(Stored entries)

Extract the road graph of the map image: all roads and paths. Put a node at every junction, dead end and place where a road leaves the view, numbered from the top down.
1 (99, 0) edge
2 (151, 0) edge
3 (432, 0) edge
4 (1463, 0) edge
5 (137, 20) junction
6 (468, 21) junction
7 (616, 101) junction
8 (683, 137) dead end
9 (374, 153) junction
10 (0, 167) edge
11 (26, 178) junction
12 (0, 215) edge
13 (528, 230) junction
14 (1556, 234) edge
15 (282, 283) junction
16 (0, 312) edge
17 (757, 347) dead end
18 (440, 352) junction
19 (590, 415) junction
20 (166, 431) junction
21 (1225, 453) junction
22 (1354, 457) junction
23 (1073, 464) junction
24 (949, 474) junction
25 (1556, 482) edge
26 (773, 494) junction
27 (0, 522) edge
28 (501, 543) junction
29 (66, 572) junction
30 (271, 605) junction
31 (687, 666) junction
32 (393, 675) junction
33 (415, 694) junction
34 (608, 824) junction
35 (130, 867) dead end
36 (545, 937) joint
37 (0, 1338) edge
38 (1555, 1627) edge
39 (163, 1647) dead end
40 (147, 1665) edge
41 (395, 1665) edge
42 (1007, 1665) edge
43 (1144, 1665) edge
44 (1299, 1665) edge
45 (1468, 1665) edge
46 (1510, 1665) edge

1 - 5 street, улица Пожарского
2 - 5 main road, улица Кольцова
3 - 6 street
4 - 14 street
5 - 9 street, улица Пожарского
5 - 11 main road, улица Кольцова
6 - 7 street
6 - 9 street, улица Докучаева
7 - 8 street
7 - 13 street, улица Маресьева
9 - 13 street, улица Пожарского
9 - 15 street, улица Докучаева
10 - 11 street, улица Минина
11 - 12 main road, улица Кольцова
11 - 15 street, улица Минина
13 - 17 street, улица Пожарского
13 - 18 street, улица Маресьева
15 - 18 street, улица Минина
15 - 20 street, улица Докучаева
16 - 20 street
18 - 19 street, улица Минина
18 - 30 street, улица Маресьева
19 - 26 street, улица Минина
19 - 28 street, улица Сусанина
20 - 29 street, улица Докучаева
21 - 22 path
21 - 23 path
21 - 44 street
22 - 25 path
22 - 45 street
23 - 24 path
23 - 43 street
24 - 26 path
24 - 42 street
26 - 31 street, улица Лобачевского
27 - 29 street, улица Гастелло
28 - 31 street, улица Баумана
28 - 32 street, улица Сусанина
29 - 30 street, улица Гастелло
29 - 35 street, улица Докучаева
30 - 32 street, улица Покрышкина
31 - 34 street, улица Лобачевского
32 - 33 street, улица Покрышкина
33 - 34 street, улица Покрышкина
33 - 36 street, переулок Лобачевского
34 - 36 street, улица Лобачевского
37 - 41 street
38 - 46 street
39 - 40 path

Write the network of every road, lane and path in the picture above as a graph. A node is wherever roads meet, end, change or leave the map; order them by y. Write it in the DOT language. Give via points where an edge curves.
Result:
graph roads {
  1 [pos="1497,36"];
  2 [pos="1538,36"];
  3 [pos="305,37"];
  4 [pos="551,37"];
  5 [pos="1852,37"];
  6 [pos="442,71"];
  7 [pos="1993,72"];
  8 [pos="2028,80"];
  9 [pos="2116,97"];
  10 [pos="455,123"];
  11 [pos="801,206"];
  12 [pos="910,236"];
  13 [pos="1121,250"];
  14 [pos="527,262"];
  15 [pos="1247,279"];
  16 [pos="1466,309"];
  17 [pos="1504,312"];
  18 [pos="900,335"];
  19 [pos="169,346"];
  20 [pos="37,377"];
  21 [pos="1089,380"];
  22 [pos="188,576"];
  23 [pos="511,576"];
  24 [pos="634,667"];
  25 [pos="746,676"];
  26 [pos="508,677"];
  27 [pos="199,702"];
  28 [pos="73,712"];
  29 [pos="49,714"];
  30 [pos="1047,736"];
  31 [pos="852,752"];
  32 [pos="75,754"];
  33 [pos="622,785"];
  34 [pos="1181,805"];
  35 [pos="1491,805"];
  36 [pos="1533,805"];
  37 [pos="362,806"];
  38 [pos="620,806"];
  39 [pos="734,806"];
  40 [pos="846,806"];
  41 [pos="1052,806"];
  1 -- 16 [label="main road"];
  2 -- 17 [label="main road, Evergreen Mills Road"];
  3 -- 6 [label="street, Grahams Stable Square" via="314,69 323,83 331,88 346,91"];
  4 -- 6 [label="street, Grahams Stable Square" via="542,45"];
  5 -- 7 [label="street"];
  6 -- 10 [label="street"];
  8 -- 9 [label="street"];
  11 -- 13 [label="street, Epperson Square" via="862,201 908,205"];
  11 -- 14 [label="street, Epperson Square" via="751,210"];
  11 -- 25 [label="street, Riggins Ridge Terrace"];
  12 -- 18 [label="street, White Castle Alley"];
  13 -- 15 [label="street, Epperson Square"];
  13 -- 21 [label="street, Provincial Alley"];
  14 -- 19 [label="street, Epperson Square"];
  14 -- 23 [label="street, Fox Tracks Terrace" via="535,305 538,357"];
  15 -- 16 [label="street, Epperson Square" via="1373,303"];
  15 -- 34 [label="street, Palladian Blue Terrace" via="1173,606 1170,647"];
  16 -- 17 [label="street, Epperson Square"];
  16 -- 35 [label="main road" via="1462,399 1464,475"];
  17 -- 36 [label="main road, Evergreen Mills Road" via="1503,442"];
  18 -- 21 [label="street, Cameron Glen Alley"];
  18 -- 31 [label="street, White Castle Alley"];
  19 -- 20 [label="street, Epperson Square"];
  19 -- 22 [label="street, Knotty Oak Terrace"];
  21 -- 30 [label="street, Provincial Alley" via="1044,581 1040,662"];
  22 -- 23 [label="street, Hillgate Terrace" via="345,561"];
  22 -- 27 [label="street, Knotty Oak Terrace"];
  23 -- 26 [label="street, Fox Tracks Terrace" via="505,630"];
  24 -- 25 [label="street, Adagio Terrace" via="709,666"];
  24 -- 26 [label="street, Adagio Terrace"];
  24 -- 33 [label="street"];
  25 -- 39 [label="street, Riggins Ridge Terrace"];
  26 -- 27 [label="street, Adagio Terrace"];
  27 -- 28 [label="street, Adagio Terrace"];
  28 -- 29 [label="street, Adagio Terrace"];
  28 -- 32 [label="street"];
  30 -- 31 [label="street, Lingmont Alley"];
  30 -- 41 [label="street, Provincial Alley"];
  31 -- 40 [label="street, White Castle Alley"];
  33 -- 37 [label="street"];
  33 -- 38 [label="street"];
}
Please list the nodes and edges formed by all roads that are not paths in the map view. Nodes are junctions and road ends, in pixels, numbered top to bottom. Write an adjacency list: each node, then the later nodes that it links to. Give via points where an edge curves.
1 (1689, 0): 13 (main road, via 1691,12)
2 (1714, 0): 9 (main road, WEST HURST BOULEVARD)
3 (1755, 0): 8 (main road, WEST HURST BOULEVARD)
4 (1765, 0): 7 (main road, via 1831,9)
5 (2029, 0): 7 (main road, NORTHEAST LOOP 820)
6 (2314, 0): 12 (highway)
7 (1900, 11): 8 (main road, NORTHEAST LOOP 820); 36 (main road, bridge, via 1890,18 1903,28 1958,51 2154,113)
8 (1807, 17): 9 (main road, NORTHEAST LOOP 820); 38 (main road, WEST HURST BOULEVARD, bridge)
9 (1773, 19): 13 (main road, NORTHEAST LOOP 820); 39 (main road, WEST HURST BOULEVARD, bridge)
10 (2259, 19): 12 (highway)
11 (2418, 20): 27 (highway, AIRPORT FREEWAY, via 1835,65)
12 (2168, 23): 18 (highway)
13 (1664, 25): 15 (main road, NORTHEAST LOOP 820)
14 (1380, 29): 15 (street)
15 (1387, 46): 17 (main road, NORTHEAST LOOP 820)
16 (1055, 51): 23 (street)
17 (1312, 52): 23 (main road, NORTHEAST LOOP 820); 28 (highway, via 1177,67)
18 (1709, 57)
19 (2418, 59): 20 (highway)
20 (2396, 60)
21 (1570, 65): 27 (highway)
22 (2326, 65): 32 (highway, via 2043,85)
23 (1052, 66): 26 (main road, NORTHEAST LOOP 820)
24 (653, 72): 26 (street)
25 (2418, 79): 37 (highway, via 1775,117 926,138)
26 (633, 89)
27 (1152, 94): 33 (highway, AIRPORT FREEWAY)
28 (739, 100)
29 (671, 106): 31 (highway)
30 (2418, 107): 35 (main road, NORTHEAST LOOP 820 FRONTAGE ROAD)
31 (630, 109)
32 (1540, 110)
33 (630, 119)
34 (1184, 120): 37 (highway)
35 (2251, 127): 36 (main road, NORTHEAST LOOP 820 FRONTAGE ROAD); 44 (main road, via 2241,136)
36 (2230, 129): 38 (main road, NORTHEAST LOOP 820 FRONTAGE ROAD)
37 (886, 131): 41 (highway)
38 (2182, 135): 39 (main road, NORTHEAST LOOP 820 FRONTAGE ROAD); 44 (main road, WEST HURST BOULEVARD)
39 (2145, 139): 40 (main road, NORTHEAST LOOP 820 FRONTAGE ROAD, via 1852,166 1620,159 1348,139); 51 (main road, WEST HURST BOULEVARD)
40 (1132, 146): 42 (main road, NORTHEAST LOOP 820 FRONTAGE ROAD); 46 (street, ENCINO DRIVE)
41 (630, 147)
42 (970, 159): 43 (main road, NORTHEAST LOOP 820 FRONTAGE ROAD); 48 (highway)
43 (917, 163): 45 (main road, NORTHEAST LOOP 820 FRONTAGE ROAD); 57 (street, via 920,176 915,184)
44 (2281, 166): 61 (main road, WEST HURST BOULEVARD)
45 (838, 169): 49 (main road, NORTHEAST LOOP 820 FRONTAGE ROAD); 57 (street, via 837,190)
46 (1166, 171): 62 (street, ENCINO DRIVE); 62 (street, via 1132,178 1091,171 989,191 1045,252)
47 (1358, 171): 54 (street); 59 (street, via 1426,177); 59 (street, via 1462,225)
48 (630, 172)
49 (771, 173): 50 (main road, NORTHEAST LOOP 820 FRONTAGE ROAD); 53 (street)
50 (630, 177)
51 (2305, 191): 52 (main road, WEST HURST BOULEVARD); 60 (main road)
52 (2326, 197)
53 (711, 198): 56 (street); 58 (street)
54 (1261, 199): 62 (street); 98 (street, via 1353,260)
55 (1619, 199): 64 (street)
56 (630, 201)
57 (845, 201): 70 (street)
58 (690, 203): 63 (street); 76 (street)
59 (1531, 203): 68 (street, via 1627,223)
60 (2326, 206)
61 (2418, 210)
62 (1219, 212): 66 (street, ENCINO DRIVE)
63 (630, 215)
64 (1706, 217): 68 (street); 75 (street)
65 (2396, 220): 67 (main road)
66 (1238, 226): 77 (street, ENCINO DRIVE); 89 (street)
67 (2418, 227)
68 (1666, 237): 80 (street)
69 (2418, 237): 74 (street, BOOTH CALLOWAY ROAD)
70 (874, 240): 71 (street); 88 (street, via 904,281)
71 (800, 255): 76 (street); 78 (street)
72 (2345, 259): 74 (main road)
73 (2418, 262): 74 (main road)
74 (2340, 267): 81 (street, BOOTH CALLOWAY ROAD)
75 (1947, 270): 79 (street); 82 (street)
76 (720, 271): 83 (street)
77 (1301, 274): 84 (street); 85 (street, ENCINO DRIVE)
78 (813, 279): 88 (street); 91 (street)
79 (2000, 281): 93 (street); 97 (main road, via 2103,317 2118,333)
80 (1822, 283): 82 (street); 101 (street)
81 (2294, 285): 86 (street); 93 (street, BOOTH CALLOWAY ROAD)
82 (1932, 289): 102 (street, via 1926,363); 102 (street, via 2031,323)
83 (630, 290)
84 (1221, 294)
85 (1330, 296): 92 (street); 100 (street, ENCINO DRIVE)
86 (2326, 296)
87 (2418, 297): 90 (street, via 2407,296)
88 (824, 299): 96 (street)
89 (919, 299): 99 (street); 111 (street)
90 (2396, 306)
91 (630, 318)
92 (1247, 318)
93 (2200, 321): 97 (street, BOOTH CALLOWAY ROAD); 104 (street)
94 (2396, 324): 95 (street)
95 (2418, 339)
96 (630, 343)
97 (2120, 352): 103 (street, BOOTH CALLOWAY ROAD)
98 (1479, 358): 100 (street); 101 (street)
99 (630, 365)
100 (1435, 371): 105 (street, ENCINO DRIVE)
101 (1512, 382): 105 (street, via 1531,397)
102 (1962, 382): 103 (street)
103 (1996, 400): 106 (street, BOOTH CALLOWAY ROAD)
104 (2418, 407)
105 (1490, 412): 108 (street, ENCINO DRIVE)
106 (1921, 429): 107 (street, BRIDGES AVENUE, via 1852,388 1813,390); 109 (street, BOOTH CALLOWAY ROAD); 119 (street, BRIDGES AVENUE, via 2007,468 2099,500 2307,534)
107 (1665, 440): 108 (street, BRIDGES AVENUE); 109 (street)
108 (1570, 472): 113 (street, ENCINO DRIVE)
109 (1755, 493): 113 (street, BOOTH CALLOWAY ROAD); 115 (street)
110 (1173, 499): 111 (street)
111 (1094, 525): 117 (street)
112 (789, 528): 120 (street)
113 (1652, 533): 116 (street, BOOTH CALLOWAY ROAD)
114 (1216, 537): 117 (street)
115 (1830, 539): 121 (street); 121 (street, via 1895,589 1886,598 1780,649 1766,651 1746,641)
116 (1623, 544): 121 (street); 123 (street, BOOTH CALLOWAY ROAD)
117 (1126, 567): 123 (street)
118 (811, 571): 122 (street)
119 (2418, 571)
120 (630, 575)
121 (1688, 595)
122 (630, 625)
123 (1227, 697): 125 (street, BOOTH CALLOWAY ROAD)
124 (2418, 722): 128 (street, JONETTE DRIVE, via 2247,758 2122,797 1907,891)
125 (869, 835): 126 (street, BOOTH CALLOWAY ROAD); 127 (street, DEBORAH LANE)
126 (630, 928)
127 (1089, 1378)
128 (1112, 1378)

§ Task item: Look for the string "Пожарского" in the data above and return every line that has it.

§ Written reply:
1 - 5 street, улица Пожарского
5 - 9 street, улица Пожарского
9 - 13 street, улица Пожарского
13 - 17 street, улица Пожарского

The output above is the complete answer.